Douglas v. E. & J. Gallo Winery, 69 Cal. App. 3d at 113, 137 Cal. Rptr. at 803. Whether RM engages in making asbestos yarn and thereby exposing it to liability to employees as a manufacturer comprises a genuine issue as to a material fact. Summary judgment must be denied.
Admittedly, Pennsylvania courts do not appear to have ruled on the issue of dual capacity. In the absence of applicable state precedent, federal courts, sitting in diversity, have the power and duty to ascertain and apply state law. Fidelity Union Trust Co. v. Field, 311 U.S. 169, 61 S. Ct. 176, 85 L. Ed. 109 (1940), United States v. D'Amato, 436 F.2d 52 (3d Cir. 1970).

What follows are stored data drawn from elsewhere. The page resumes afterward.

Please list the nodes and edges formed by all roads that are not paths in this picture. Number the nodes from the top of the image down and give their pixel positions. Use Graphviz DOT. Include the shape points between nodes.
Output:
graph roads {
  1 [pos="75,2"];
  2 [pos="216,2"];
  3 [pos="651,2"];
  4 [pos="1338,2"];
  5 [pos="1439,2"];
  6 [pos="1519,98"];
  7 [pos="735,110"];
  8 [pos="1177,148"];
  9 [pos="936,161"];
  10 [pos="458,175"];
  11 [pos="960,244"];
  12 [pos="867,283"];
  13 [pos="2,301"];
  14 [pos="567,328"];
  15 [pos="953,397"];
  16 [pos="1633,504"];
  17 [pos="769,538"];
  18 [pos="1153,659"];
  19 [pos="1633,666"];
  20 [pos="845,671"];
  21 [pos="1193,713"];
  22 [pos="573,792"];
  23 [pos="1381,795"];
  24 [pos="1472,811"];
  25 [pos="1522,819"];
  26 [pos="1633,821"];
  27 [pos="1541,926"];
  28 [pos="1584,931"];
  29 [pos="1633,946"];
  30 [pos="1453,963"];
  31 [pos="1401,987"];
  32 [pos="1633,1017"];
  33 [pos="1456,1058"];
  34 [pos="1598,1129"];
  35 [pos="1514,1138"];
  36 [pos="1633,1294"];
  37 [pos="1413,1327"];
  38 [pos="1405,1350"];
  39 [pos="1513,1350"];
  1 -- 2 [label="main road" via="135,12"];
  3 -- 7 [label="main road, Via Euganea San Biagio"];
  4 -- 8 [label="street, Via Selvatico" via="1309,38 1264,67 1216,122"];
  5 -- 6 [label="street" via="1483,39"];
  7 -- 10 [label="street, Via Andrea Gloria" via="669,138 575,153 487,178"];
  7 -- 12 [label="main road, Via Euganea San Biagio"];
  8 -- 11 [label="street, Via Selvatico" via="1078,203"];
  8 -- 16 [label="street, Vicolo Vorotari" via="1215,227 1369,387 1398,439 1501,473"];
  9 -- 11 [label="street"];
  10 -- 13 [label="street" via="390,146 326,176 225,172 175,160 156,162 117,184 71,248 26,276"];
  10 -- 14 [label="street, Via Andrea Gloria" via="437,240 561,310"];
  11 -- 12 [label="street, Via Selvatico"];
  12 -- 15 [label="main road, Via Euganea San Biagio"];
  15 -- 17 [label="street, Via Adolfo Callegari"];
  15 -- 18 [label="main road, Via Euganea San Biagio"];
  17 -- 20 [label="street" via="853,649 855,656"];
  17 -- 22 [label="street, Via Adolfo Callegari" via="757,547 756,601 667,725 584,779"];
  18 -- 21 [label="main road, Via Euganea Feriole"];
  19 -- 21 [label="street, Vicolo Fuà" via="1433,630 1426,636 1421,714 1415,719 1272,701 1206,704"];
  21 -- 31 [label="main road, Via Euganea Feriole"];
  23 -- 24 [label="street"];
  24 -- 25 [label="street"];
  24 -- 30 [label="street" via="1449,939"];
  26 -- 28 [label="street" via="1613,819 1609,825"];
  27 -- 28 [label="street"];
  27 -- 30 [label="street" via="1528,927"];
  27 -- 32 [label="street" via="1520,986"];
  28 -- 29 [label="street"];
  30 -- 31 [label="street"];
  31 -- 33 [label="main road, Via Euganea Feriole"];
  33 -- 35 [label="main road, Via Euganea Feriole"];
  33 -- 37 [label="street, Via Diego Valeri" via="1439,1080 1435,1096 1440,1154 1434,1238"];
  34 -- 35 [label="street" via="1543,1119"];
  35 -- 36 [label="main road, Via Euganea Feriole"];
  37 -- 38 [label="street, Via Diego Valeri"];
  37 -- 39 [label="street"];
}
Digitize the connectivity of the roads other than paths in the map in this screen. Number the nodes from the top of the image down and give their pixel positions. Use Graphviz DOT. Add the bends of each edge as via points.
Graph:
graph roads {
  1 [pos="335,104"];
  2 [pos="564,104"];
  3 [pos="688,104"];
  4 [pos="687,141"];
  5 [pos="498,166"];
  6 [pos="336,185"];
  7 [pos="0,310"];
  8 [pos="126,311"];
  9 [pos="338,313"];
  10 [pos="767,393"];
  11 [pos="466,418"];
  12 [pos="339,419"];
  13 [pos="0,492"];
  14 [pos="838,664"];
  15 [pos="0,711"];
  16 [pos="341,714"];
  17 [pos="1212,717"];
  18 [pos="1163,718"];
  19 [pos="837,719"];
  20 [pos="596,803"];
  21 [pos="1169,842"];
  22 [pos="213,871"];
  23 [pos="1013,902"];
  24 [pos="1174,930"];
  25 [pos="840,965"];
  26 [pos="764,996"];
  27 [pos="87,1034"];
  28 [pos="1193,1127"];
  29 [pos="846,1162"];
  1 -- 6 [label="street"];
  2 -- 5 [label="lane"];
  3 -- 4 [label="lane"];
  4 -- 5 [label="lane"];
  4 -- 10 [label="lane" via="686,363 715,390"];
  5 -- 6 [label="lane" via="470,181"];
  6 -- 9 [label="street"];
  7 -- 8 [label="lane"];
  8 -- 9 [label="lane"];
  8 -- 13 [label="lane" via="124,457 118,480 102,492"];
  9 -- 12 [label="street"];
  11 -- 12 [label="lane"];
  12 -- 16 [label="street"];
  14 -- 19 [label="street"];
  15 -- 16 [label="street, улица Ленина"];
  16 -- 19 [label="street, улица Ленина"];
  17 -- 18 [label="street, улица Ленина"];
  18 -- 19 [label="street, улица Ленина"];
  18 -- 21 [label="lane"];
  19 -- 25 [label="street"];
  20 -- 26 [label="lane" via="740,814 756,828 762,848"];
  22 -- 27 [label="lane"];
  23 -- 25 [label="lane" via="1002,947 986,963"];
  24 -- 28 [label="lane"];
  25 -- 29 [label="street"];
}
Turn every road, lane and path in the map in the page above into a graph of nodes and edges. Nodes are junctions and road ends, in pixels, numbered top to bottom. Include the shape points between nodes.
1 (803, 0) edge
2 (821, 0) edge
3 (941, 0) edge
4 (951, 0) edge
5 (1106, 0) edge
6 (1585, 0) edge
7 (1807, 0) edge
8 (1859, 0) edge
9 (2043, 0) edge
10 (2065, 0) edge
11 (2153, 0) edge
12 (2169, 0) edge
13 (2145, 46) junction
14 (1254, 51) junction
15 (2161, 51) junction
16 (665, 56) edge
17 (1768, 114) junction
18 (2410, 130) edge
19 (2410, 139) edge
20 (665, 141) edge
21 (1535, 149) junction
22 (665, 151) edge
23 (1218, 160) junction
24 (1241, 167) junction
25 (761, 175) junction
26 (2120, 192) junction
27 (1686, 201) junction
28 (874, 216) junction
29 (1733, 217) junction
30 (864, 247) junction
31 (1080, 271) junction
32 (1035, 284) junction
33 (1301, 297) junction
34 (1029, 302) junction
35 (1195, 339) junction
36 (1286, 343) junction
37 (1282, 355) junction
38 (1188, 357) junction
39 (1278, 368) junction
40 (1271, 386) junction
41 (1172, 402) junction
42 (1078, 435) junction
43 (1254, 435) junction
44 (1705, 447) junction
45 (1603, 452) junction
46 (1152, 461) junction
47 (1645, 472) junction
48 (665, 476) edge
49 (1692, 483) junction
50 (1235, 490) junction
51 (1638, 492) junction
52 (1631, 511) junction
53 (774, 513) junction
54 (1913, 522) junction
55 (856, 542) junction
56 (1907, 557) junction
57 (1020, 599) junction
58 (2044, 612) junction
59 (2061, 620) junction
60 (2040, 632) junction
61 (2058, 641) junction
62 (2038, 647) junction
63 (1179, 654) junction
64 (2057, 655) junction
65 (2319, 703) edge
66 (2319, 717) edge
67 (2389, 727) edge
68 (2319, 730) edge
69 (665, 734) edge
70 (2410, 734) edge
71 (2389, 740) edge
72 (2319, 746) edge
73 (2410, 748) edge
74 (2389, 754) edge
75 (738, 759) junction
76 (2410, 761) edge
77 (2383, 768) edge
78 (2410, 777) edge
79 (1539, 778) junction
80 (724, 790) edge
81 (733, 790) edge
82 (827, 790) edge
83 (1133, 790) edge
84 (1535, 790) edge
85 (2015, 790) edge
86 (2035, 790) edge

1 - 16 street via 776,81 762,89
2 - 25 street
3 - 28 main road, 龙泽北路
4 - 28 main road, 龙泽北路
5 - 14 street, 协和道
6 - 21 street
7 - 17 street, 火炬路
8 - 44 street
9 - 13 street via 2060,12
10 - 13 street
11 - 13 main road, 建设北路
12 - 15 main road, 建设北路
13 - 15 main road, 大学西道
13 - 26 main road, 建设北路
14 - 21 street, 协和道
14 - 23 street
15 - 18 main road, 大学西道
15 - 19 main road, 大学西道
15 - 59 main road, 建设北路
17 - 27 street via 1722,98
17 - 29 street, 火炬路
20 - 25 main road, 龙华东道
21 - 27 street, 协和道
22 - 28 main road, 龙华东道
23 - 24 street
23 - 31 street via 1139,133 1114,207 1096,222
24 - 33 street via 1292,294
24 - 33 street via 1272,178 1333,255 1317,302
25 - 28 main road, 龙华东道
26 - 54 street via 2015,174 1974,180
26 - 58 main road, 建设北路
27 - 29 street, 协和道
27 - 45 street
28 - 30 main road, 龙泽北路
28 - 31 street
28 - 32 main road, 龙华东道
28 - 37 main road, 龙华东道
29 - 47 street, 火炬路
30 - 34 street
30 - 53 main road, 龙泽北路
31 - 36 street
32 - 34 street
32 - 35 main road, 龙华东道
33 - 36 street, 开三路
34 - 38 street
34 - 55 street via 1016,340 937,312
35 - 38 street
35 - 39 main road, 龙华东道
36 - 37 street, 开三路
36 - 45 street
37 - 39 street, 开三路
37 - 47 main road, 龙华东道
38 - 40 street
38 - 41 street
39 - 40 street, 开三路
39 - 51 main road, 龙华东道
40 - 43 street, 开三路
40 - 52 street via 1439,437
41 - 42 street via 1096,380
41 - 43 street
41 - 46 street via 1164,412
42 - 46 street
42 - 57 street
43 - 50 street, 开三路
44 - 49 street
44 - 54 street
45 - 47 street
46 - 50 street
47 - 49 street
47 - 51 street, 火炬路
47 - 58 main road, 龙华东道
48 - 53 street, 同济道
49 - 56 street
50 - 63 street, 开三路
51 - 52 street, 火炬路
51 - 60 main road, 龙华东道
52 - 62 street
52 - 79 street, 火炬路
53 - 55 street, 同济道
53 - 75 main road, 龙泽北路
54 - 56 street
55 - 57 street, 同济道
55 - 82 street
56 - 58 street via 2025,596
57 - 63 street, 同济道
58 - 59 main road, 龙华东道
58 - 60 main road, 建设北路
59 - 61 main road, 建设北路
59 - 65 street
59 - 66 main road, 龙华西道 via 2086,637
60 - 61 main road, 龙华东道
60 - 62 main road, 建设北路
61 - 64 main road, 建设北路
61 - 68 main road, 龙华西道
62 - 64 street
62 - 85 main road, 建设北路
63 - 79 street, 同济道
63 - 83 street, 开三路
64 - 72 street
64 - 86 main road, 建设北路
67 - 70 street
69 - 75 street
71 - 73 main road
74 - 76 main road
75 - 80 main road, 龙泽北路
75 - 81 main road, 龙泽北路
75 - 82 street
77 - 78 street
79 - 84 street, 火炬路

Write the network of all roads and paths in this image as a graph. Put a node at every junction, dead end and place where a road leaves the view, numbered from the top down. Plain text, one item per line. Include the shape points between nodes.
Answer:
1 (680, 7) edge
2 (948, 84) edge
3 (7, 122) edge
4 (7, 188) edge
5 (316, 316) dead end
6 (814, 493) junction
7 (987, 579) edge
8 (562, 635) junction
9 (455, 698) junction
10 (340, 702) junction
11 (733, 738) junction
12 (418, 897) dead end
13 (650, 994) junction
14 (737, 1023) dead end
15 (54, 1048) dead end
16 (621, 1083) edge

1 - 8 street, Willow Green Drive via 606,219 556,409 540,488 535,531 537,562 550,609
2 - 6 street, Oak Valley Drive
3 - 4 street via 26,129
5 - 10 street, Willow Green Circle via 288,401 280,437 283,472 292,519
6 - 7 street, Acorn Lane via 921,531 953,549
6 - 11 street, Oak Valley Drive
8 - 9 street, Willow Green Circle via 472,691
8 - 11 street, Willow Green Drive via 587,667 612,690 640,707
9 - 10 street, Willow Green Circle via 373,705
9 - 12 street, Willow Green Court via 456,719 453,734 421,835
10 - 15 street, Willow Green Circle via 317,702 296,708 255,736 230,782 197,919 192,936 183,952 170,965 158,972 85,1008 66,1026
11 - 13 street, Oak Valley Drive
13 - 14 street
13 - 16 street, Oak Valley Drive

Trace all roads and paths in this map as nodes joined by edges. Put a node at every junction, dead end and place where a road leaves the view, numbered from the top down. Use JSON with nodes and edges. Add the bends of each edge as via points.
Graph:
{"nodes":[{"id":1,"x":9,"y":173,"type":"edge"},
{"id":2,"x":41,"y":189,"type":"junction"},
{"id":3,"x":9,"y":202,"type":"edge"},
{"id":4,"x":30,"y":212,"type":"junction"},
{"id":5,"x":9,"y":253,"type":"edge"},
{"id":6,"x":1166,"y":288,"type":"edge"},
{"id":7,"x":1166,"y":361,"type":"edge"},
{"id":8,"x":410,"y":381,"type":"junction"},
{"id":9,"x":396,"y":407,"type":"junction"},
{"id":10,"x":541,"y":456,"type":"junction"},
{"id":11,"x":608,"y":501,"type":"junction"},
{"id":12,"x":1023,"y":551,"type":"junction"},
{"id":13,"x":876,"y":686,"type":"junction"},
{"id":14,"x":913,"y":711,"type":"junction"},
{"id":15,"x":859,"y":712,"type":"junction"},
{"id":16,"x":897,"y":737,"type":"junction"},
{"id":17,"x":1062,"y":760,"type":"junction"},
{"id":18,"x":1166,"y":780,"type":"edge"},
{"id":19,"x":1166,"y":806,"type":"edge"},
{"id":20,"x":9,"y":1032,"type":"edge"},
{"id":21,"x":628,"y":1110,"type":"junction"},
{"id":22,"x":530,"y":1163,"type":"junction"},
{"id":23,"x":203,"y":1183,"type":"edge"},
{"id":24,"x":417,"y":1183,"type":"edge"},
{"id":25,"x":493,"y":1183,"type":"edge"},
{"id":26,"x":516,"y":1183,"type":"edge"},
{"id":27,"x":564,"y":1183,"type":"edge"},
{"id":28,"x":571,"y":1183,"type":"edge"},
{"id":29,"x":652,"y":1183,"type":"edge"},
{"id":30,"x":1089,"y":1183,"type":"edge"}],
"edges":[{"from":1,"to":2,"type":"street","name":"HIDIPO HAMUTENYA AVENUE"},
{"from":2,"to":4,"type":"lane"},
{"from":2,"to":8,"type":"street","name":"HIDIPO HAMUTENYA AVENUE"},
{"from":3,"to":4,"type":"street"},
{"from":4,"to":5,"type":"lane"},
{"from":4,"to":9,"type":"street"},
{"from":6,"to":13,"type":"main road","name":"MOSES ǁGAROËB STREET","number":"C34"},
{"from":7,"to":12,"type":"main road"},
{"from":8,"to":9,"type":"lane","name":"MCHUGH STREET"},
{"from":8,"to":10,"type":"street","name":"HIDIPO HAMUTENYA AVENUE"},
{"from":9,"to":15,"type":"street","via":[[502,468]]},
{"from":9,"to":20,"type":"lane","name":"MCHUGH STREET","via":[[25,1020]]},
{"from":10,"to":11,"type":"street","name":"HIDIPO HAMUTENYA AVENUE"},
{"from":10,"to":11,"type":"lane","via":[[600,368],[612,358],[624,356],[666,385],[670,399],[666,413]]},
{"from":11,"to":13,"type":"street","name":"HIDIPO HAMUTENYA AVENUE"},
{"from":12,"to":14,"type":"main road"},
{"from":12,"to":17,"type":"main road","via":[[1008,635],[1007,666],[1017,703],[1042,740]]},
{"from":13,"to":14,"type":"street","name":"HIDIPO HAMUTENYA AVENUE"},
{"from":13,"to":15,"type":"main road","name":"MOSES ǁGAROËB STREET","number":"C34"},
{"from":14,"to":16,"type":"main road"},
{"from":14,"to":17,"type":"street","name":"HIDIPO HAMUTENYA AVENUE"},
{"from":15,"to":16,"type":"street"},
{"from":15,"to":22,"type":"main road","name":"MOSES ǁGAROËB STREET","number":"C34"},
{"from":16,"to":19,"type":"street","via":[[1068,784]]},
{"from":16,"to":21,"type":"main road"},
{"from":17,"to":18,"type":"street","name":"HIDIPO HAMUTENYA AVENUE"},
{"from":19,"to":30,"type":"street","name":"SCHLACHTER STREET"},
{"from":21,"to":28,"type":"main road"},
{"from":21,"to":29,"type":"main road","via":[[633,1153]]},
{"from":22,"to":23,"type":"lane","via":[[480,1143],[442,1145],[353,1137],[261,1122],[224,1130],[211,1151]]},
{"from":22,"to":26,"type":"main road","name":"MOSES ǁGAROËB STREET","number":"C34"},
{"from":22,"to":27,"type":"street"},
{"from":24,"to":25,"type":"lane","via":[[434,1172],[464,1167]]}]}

The federal court should "predict but not form" state law, Samuelson v. Susen, 576 F.2d 546 (3d Cir. 1978), Keystone Aeronautic Corp. v. R. J. Enstrom Corp., 499 F.2d 146 (3d Cir. 1974), Beavers v. West Penn Power Co., 436 F.2d 869 (3d Cir. 1971), and, in the absence of applicable state precedent, use all available data, including the Restatements, treatises, law reviews and authority from other jurisdictions. Holcomb Construction Co. v. Armstrong, 590 F.2d 811 (9th Cir. 1979), Winston Corp. v. Continental Gas Co., 508 F.2d 1298 (6th Cir.), cert. denied, 423 U.S. 914, 96 S. Ct. 218, 46 L. Ed. 2d 142 (1975), State Farm Mutual Automobile Insurance Co. v. Jackson, 346 F.2d 484 (8th Cir. 1965), Ricciuti v. Voltac Tubes, Inc., 277 F.2d 809 (2d Cir. 1960). Where appropriate, federal courts may assume that state law will follow the majority rule. Glassman Construction Co. v. Fidelity Casualty Co. of New York, 356 F.2d 340, 123 U.S.App.D.C. 1, cert. denied, 384 U.S. 987, 86 S. Ct. 1890, 16 L. Ed. 2d 1005 (1966), Co-Build Companies, Inc. v. Virgin Islands Refinery Corp., 570 F.2d 492 (3d Cir. 1978). Given express adoption of Section 402A of the Restatement (Second) of Torts by Pennsylvania courts, the "prediction" that Pennsylvania law will recognize the dual capacity of an employer who also manufactures *163 defective goods seems reasonable. Hahn v. Atlantic Richfield Co., 625 F.2d 1095 (3d Cir. 1980). Whether defendant RM acted as both manufacturer and employer to plaintiffs need not be decided presently, but this genuine issue of material fact clearly prevents entry of summary judgment.